The Centers for Medicare and Medicaid Services issued a guidance letter 16 years ago directing that Medicaid benefits are available to eligible individuals who are incarcerated and have been admitted as an inpatient in a hospital that is not part of the state or local correctional system.
Medicaid can be billed to cover the costs of medical services for an inmate transported out of a correctional facility for inpatient services. The federal government pays 50 to 84 percent of medical costs, according to Stateline Magazine’s Christine Vestal.
States and local government bodies have a constitutional obligation to provide adequate health care to prisoners, and they must find a way to pay for it. These rights have been confirmed nationwide by countless lawsuits seeking not only adequate medical coverage as a constitutional right, but also access to such things as exercise areas, libraries and even cable TV.
There are about three quarters of a million inmates in local jails, another 1.6 million in state prisons, according to the U.S. Justice Department. The United States has the highest incarceration rate in the world, with the local jail population growing at a faster pace than the prison population. Most are in jail awaiting trial and incarcerated for relatively short periods of time.
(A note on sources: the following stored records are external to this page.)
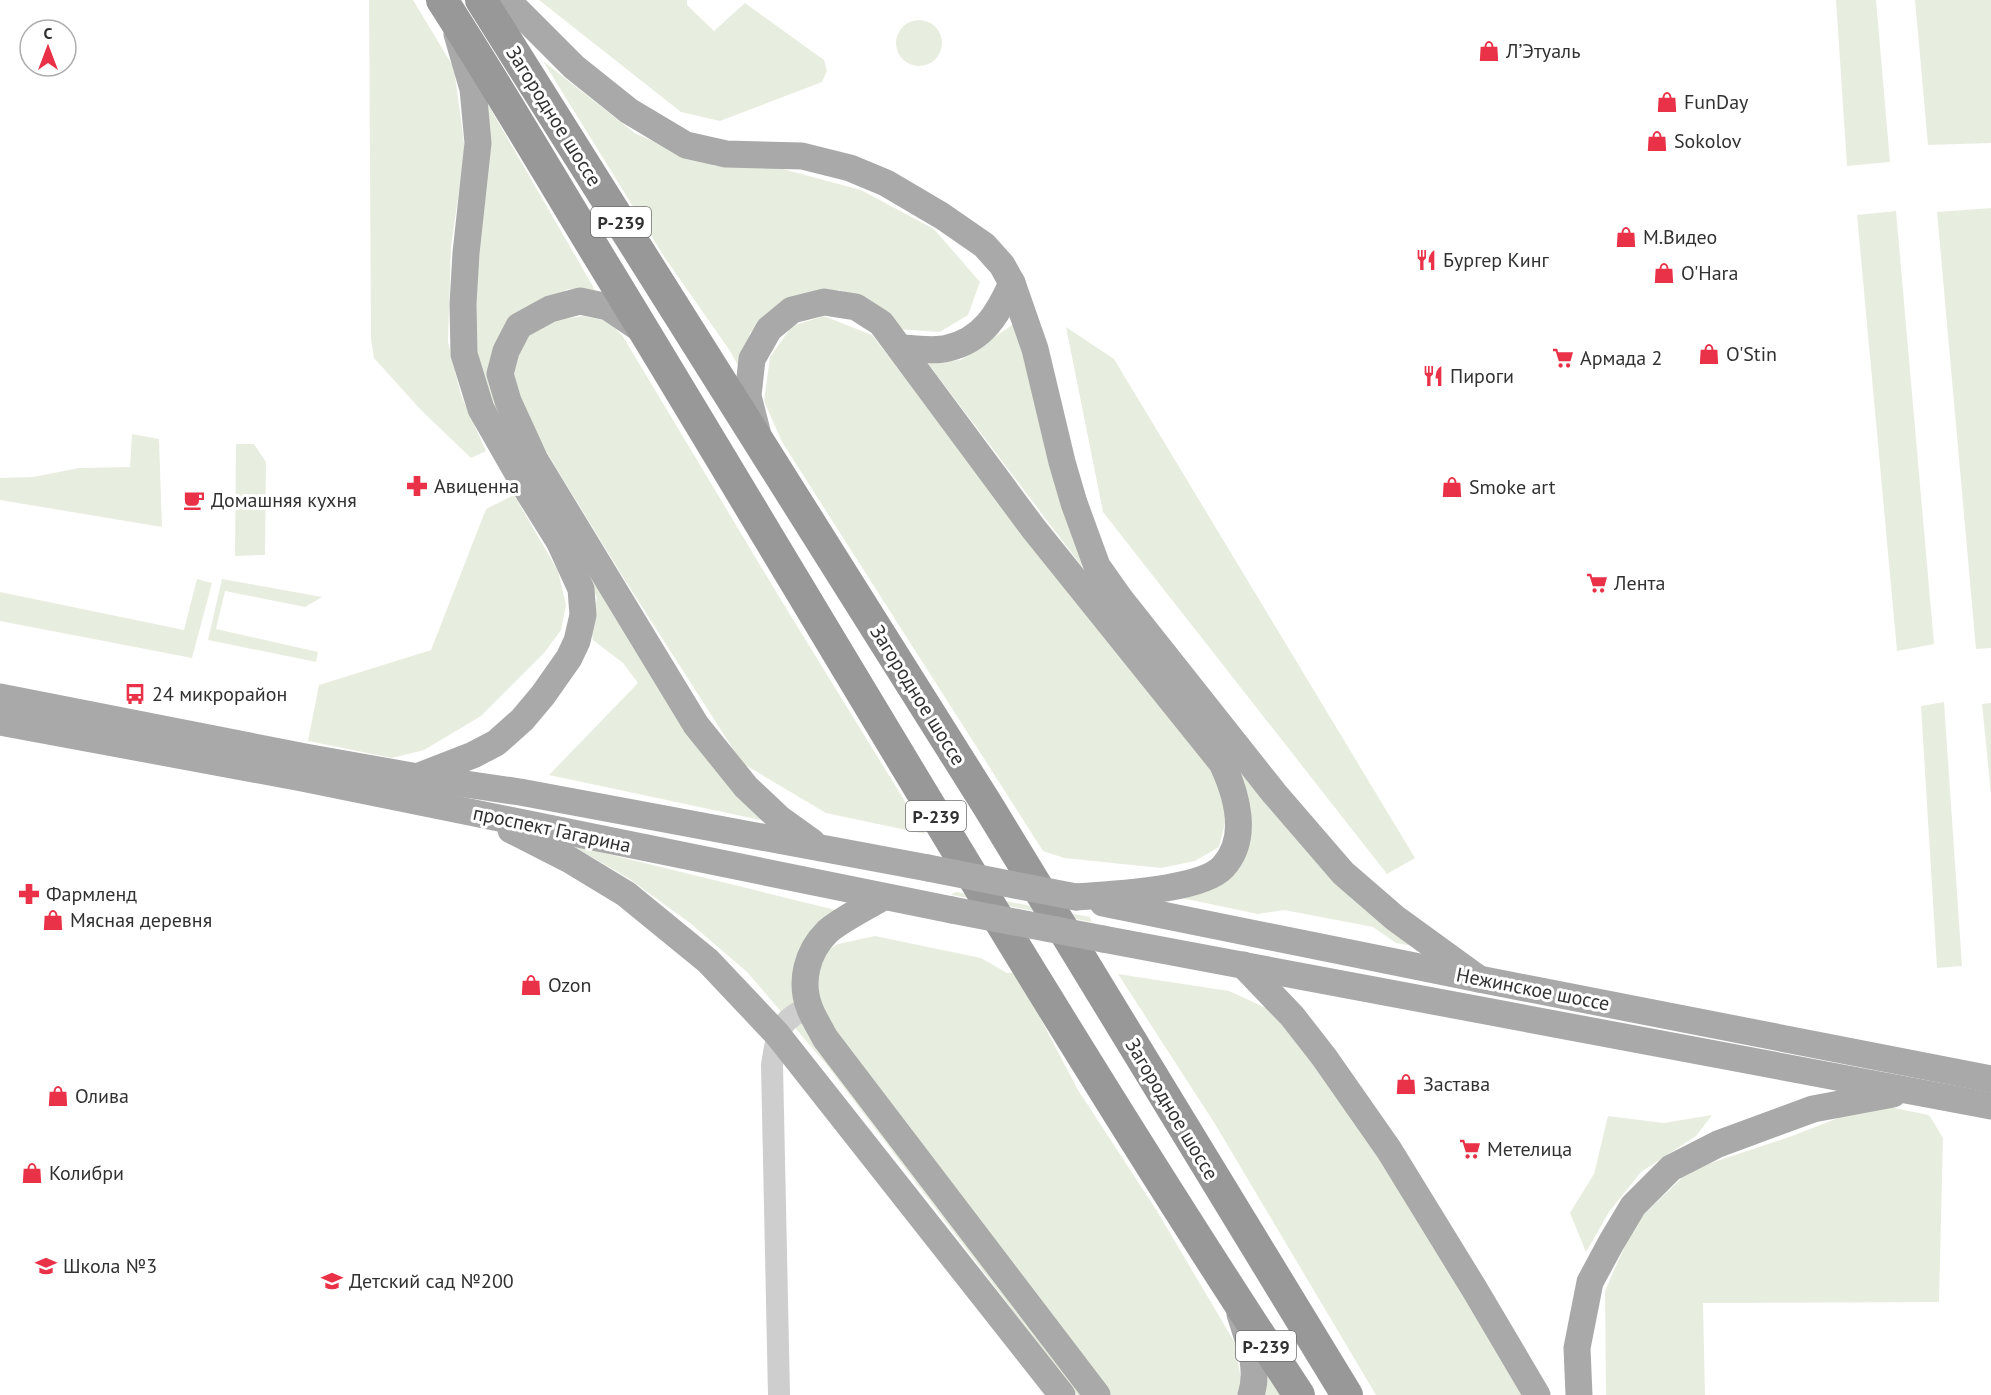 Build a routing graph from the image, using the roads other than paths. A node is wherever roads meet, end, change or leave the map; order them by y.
1 (481, 0) edge
2 (507, 0) edge
3 (447, 8) edge
4 (1012, 283) junction
5 (645, 332) junction
6 (900, 348) junction
7 (761, 444) junction
8 (0, 697) edge
9 (0, 722) edge
10 (418, 777) junction
11 (481, 814) junction
12 (818, 847) junction
13 (883, 897) junction
14 (1076, 897) junction
15 (1103, 939) joint
16 (1243, 965) junction
17 (1479, 979) junction
18 (809, 1007) junction
19 (777, 1034) junction
20 (1991, 1079) edge
21 (1909, 1091) junction
22 (1991, 1106) edge
23 (1234, 1296) junction
24 (779, 1395) edge
25 (1062, 1395) edge
26 (1097, 1395) edge
27 (1251, 1395) edge
28 (1299, 1395) edge
29 (1347, 1395) edge
30 (1537, 1395) edge
31 (1579, 1395) edge

1 - 7 highway, Загородное шоссе / Р-239
2 - 4 main road
3 - 5 highway, Загородное шоссе / Р-239
3 - 10 main road
4 - 6 main road
4 - 17 main road
5 - 12 main road
5 - 23 highway, Загородное шоссе / Р-239
6 - 7 main road
6 - 14 main road
7 - 29 highway, Загородное шоссе / Р-239
8 - 10 main road, проспект Гагарина
9 - 11 main road, проспект Гагарина
10 - 12 main road, проспект Гагарина
11 - 13 main road, проспект Гагарина
11 - 19 main road
12 - 14 main road, проспект Гагарина, bridge
13 - 15 main road, проспект Гагарина, bridge
13 - 18 main road
14 - 17 main road, Нежинское шоссе
15 - 16 main road, Нежинское шоссе
16 - 21 main road, Нежинское шоссе
16 - 30 main road
17 - 20 main road, Нежинское шоссе
18 - 19 street
18 - 26 main road
19 - 24 street
19 - 25 main road
21 - 22 main road, Нежинское шоссе
21 - 31 main road
23 - 27 main road
23 - 28 highway, Загородное шоссе / Р-239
Beyond treatment for inmates who are transferred from a correctional facility to a hospital for inpatient care, the Patient Protection and Affordable Care Act, better known as Obamacare, allows incarcerated individuals in pretrial detention to be classified as qualified to enroll in and receive services from health plans participating in state health insurance exchanges if they qualify for coverage. The act also makes changes to the enrollment criteria for Medicaid.
Obamacare provides yet another opportunity for savvy state and local governments to pursue recoupment of prisoner medical costs.
Only 12 states — Arkansas, California, Colorado, Delaware, Louisiana, Michigan, Mississippi, Nebraska, North Carolina, Oklahoma, Pennsylvania, Washington — and some local governments are pursuing Medicaid to pay for inpatient medical care for prisoners.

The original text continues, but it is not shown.